Professor Zeiger came to UCLA's plant biology faculty in 1989 from Stanford, where he was doing pioneering research on the physiology of stomates. He made a major contribution by clearly demonstrating that stomates open when given only blue light, a discovery he made by studying leaves of the fava bean. Whereas other factors cause stomates to open or close, the blue-light response now appears to be the leaf's light sensor, operating much as a light sensor in a camera.

Around the world, a tremendous amount of research is being done on stomates, because the opening and closure of stomates determines how much photosynthesis takes place instantaneously and over the course of the day, how much water vapor is lost to the atmosphere, and how much cooling occurs through water loss. Among the fairly recent findings has been the discovery that stomates tend to open wider, and hence have greater uptake of carbon dioxide and water vapor loss, when the plant is growing under high relative humidity versus a drier atmosphere. Such sophisticated research is most conveniently performed in growth chambers or special growth rooms that can be set for exact environmental conditions. However, Professor Zeiger wanted to determine whether the same stomatal behavior could be observed in an irrigated field.

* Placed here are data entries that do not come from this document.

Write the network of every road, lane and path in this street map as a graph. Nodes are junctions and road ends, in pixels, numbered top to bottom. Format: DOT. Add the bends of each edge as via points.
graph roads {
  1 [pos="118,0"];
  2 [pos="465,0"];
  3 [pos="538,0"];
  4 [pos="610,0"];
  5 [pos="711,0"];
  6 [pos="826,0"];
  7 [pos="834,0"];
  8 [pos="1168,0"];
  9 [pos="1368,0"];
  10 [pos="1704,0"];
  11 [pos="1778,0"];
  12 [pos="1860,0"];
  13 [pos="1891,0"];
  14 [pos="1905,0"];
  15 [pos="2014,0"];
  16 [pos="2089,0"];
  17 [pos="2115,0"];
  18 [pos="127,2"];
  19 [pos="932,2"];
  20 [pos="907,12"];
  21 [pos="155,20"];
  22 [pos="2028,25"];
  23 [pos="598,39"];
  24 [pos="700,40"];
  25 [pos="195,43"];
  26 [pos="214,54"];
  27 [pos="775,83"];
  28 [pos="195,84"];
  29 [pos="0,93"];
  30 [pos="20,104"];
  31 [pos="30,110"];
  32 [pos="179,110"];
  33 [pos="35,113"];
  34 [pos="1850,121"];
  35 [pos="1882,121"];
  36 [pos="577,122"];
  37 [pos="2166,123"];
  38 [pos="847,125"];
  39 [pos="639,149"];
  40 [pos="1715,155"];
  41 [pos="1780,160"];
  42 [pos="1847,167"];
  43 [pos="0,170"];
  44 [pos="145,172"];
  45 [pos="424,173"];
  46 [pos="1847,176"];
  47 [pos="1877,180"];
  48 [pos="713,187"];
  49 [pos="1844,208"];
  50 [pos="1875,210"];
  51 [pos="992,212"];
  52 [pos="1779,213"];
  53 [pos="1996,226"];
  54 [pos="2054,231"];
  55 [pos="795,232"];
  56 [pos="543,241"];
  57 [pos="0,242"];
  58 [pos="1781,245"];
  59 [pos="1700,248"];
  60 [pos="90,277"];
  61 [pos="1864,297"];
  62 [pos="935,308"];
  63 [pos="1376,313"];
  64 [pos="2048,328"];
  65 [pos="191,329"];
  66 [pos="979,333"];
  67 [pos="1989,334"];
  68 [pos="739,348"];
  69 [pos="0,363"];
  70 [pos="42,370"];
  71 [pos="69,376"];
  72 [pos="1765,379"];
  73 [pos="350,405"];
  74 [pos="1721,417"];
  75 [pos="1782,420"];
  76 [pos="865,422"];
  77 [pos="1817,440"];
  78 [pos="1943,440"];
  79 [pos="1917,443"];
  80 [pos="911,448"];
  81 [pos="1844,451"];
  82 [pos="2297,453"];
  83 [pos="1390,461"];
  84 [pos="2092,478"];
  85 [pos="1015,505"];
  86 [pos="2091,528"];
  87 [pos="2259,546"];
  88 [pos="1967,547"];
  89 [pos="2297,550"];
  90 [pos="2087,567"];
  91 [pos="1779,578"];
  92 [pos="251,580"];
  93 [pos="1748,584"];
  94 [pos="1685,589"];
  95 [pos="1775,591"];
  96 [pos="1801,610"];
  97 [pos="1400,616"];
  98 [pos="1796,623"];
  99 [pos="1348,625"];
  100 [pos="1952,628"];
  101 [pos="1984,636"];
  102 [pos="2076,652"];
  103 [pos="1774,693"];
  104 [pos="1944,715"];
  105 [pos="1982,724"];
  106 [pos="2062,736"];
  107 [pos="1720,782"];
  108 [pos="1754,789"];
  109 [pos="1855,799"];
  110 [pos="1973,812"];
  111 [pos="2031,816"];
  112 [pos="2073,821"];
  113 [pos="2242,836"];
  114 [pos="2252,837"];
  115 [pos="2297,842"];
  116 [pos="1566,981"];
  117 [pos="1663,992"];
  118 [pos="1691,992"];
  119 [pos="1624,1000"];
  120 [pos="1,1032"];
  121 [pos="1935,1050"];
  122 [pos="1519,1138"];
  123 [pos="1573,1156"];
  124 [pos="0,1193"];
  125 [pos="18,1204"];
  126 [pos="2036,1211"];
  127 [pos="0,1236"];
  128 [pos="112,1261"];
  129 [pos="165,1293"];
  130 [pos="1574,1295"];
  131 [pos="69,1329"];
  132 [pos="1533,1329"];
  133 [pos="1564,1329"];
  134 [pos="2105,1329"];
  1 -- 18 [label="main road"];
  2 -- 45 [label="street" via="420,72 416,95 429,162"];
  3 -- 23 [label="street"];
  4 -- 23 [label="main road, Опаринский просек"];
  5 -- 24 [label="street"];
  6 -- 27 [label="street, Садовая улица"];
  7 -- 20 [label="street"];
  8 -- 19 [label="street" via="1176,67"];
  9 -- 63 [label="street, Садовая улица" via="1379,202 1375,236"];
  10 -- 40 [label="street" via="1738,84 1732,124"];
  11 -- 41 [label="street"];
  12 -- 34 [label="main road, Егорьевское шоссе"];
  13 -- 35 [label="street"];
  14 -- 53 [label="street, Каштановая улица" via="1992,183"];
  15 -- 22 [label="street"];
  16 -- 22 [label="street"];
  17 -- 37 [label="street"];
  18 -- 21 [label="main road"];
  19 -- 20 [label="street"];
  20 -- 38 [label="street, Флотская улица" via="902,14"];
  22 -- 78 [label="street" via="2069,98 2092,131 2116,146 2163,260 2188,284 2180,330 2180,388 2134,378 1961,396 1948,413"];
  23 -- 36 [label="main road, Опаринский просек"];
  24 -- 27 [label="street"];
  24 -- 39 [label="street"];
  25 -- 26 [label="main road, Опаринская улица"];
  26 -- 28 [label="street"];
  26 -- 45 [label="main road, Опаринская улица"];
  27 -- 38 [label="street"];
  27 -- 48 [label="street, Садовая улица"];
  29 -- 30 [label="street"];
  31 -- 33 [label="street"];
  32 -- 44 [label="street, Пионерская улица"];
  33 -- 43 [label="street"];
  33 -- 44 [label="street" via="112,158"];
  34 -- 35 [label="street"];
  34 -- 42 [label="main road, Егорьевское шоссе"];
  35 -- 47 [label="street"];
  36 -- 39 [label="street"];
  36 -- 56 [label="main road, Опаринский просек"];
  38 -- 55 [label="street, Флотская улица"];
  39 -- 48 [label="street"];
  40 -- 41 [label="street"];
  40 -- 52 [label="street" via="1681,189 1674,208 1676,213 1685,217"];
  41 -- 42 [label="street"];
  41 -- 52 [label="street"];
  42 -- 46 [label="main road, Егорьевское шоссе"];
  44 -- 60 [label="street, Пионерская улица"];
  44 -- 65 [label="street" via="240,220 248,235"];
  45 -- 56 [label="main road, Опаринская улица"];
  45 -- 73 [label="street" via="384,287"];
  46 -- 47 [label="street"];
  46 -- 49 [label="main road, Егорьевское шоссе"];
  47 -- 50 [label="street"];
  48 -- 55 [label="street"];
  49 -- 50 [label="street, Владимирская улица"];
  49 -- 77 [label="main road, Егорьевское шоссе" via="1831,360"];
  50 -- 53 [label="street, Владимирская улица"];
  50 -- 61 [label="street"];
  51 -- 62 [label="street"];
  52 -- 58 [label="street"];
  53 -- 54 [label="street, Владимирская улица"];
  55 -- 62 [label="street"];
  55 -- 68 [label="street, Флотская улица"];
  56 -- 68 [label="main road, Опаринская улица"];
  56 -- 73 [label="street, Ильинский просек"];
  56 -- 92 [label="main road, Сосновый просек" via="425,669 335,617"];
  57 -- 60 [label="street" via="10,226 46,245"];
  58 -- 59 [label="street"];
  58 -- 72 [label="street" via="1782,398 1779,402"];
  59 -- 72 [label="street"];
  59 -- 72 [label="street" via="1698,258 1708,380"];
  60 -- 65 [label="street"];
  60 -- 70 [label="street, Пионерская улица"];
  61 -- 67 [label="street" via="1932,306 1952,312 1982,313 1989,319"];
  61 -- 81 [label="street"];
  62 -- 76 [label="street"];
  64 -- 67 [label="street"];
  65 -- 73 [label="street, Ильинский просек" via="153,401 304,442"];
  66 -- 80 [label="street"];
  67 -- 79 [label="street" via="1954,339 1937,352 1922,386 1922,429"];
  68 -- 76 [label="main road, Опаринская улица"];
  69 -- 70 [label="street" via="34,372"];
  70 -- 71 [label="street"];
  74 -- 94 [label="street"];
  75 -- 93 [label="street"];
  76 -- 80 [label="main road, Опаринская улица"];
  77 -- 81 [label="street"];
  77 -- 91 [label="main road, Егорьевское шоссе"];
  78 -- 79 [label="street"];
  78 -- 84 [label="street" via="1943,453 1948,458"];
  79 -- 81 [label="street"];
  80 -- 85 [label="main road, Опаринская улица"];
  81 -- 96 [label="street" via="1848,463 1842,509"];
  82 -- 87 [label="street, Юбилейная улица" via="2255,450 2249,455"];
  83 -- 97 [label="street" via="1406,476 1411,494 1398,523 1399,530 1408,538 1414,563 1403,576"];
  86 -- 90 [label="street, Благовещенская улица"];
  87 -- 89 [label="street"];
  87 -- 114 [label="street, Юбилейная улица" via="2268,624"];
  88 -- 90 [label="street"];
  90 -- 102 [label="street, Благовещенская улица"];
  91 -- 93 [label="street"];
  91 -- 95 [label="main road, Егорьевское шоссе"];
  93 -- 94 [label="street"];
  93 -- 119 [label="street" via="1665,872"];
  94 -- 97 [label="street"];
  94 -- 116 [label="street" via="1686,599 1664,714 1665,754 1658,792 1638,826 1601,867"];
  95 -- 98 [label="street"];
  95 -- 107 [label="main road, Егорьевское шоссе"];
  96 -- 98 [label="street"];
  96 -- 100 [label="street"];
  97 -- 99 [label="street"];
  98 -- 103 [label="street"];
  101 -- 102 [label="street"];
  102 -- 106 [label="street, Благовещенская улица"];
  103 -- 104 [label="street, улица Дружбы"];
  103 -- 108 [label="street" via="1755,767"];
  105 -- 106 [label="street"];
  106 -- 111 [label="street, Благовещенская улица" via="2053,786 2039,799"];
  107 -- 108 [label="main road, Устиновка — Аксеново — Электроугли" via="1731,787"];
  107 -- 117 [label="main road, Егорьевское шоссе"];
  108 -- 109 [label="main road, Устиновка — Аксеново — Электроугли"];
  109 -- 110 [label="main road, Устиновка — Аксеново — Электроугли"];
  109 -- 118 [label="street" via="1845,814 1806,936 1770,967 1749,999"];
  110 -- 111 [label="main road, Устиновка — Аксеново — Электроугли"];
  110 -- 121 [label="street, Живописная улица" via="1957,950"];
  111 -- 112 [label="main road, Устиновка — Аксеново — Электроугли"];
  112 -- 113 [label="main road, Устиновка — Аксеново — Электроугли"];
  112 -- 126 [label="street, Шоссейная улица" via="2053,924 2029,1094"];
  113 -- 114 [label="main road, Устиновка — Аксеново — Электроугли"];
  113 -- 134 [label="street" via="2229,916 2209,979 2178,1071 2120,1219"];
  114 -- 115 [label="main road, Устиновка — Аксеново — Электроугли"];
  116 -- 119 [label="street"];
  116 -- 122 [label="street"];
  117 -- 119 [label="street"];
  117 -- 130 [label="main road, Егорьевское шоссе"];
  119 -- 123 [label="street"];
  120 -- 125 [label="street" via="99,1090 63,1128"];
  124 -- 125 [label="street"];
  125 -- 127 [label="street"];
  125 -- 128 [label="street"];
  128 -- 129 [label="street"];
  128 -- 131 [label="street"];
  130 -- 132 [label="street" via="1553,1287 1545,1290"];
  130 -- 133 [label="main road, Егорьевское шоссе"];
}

Westwood is not like UC Davis or UC Riverside, both agricultural institutions that have expanses of acreage for field experiments. Here, open land is at a premium--and a thing of the past. Professor Zeiger and his coworker Dr. Larry Tolbott approached MEMBG to create beds of plants where they could monitor stomatal behavior of outdoor plants, rooted in the soil, for three distinct levels of relative humidity. Maintaining differing levels of relative humidity for adjacent plants is no easy order, because air movement (wind) mixes air. Our combined solution was to grow the beans at three densities, while keeping soil wet, so that the densest crop would be expected to have the highest relative humidity within the still plant canopy. The researchers also used plastic to partially shelter the plants and thereby keep relative humidity artificially high.

These efforts paid off! Measurements taken with an instrument called a diffusion porometer clearly indicated that stomates were opened wider for plants grown under the highest relative humidity. Not only that, these plants--treated with the same water and nutrients and receiving the same level of sunlight--grew substantially taller and were much darker green. The high humidity enabled plants to have a significantly increased uptake of carbon dioxide as compared with the other two groups. In fact, these were the healthiest fava bean plants we have ever seen in the field. Thinking ahead, this result may have some broad applications for crop plants and plants grown in very humid habitats, such as tropical rain forests.

Thumbs up for the garden, for contributing to scientific research!